Work instruction: Please give nothing except the number of lines in the records below that include the word "edges".

Input material:
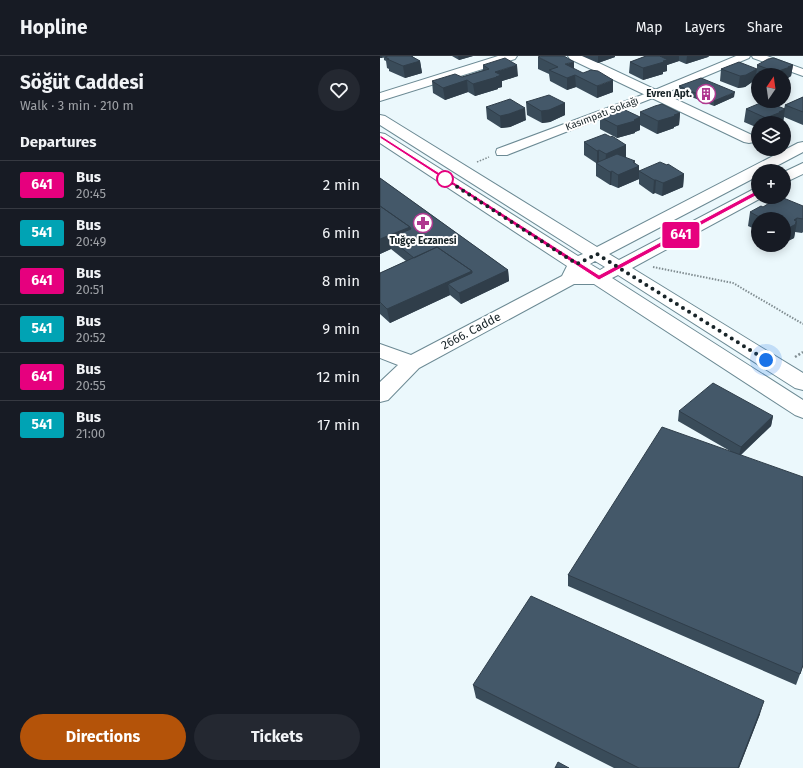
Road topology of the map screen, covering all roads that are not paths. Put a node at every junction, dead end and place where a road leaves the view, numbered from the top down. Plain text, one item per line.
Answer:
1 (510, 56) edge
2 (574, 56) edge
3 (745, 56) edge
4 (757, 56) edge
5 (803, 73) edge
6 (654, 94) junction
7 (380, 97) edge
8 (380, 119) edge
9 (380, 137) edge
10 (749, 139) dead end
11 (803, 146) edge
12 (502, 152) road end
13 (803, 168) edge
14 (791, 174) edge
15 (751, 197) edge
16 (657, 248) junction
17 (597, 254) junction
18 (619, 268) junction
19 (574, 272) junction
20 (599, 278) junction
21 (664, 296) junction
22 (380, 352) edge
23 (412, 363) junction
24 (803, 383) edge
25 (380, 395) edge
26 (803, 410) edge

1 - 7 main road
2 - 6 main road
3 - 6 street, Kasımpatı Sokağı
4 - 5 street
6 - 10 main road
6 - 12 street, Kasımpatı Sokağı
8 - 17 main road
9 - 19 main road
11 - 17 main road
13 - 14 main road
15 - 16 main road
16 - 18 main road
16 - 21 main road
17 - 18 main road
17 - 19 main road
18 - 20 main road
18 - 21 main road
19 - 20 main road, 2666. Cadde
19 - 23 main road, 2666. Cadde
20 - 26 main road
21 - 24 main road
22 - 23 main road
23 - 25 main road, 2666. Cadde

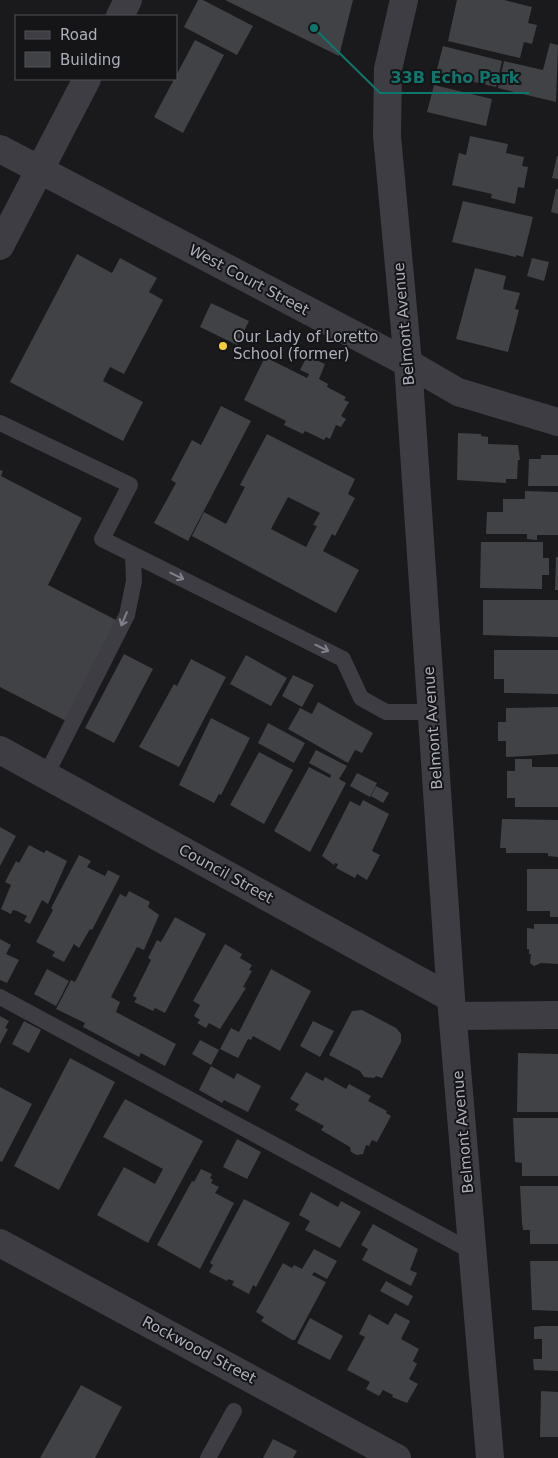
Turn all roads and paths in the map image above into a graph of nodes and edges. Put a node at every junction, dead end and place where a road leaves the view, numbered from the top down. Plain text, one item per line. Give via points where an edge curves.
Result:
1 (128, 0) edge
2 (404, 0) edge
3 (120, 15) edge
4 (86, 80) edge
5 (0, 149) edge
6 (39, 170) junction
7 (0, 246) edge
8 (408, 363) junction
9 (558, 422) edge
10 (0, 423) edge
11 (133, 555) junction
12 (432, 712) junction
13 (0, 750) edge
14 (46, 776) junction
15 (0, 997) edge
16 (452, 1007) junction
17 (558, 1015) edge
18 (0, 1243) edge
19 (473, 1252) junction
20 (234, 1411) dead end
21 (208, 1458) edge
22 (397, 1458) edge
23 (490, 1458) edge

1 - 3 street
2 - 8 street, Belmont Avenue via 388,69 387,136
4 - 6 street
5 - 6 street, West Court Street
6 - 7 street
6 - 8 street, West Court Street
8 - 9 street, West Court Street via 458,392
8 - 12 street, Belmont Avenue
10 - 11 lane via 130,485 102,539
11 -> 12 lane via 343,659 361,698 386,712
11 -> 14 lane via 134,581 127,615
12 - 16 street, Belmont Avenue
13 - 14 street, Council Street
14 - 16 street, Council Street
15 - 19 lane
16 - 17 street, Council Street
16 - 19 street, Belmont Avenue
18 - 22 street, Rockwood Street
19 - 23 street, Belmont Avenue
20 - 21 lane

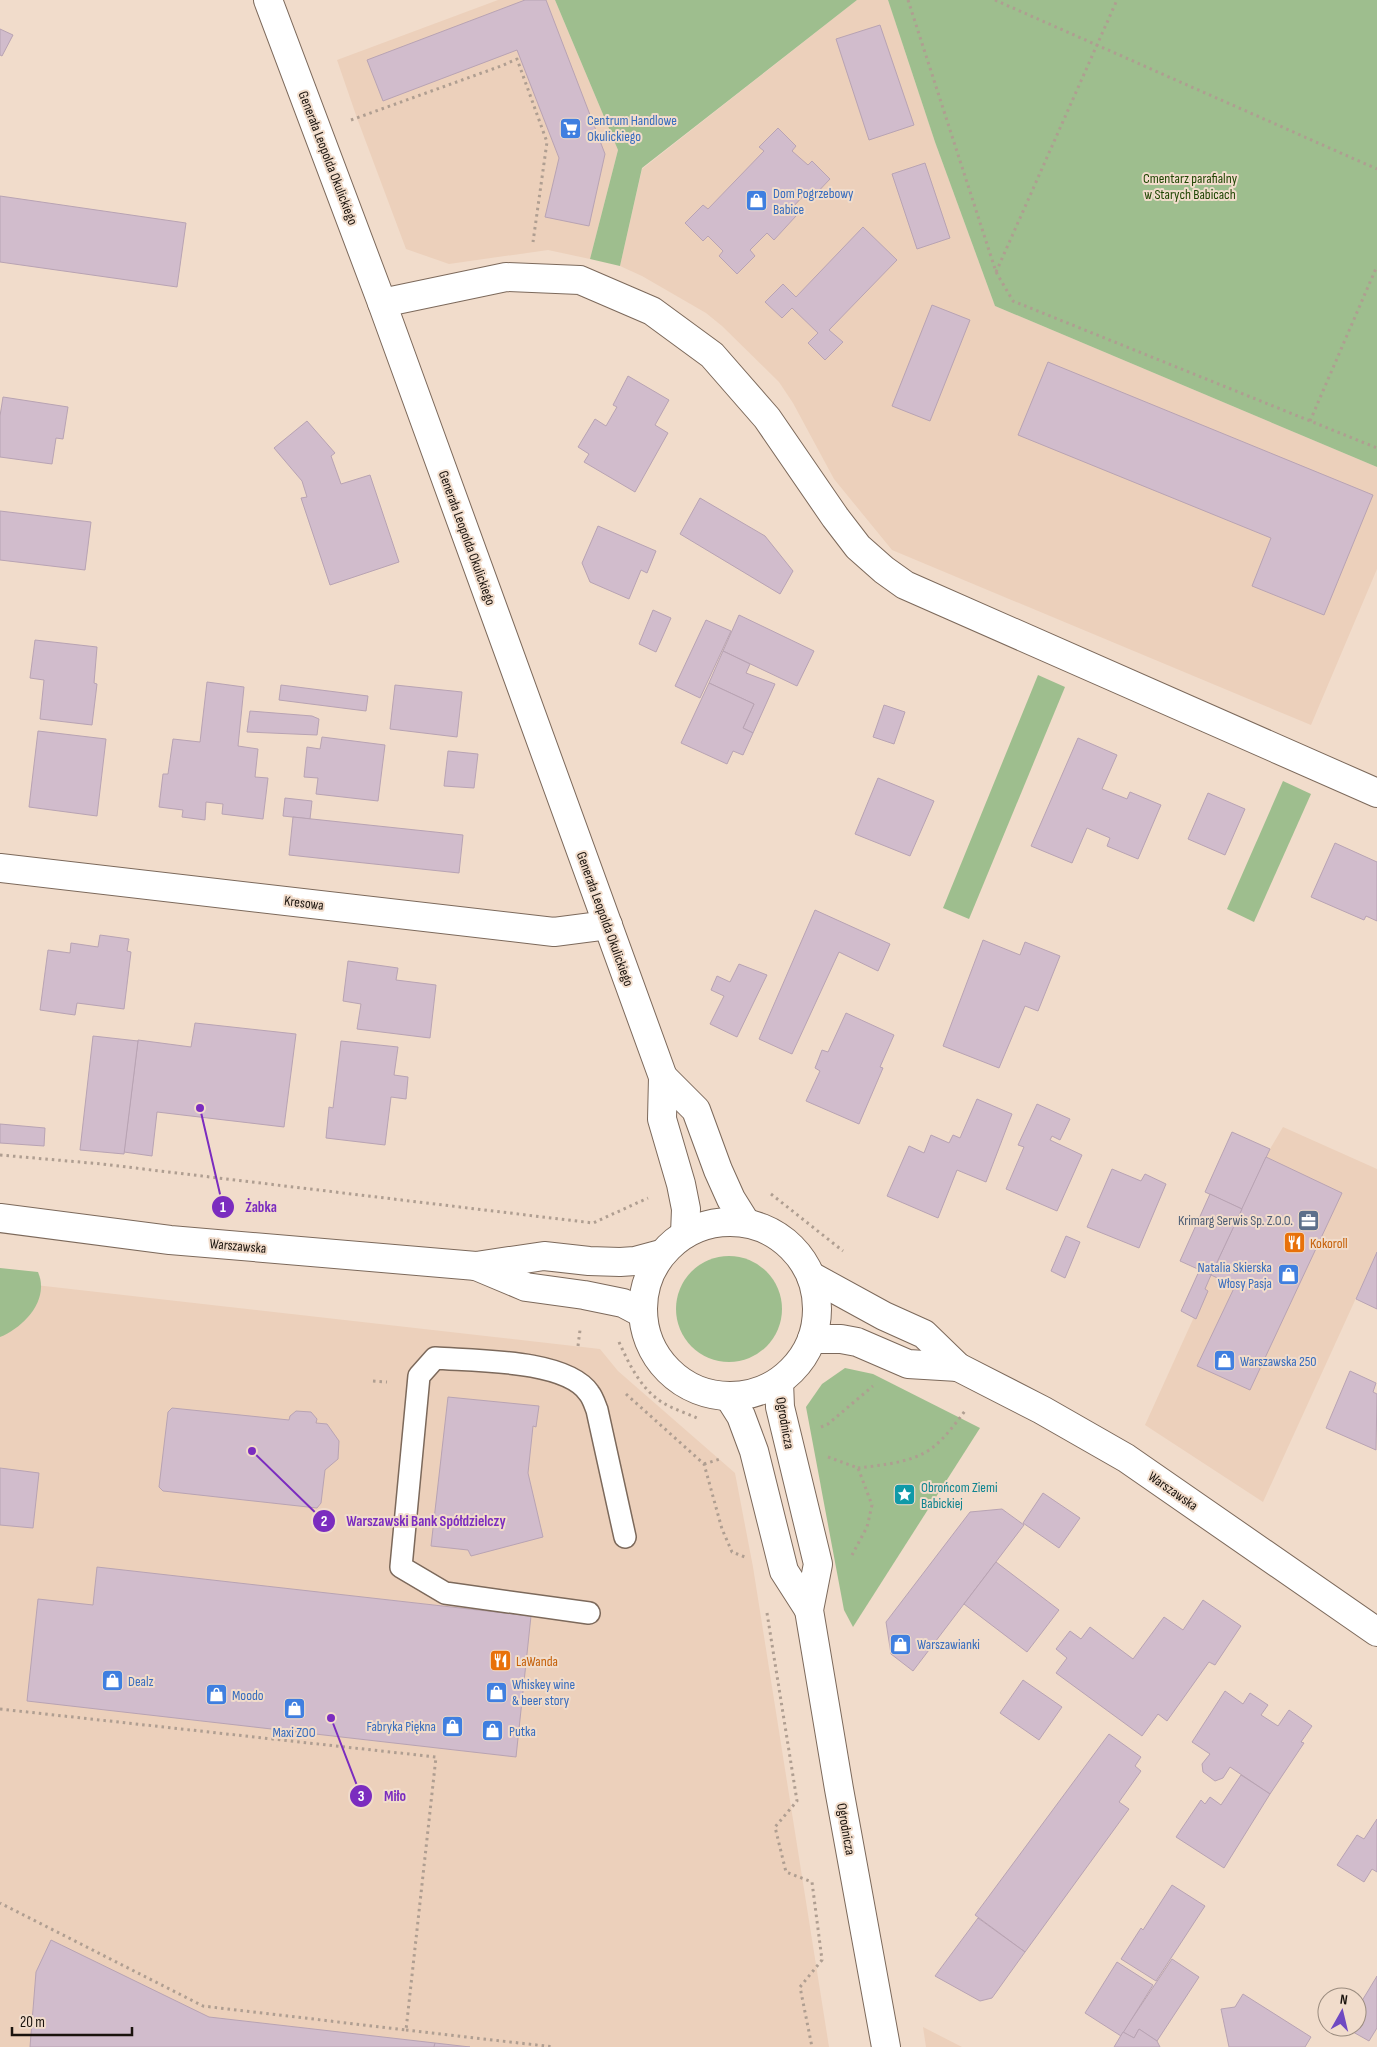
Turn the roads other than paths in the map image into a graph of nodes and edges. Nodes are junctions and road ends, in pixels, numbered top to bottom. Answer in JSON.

...

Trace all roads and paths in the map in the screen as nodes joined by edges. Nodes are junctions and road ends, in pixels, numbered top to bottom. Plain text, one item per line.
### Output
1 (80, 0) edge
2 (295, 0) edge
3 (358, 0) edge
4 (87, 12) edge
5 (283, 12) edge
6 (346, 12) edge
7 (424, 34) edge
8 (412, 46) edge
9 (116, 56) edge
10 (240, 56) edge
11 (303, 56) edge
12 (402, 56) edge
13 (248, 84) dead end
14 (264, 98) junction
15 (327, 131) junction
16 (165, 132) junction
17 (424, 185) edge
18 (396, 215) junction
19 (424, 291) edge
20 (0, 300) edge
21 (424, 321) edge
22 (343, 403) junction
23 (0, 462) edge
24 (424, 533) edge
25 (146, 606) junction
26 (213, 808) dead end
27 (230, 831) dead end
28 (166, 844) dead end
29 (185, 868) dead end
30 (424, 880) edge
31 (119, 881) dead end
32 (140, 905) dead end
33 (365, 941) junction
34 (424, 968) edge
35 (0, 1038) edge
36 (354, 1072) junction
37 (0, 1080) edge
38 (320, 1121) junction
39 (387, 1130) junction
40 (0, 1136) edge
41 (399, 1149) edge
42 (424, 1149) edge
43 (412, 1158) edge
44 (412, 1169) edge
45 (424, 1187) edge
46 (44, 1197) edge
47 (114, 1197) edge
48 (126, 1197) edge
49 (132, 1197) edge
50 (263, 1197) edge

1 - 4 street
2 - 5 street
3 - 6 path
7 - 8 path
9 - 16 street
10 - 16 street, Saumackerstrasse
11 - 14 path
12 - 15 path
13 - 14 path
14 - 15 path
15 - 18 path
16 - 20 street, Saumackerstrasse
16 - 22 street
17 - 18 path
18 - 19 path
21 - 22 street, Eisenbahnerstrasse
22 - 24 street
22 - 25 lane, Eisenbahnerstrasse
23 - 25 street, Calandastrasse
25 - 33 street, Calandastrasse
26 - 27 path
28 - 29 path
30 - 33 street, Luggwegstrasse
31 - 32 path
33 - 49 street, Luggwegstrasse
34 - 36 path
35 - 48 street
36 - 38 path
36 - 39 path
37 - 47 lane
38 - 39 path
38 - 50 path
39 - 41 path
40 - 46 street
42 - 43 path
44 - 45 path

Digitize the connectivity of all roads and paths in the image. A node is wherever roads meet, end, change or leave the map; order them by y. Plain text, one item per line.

Response area: 3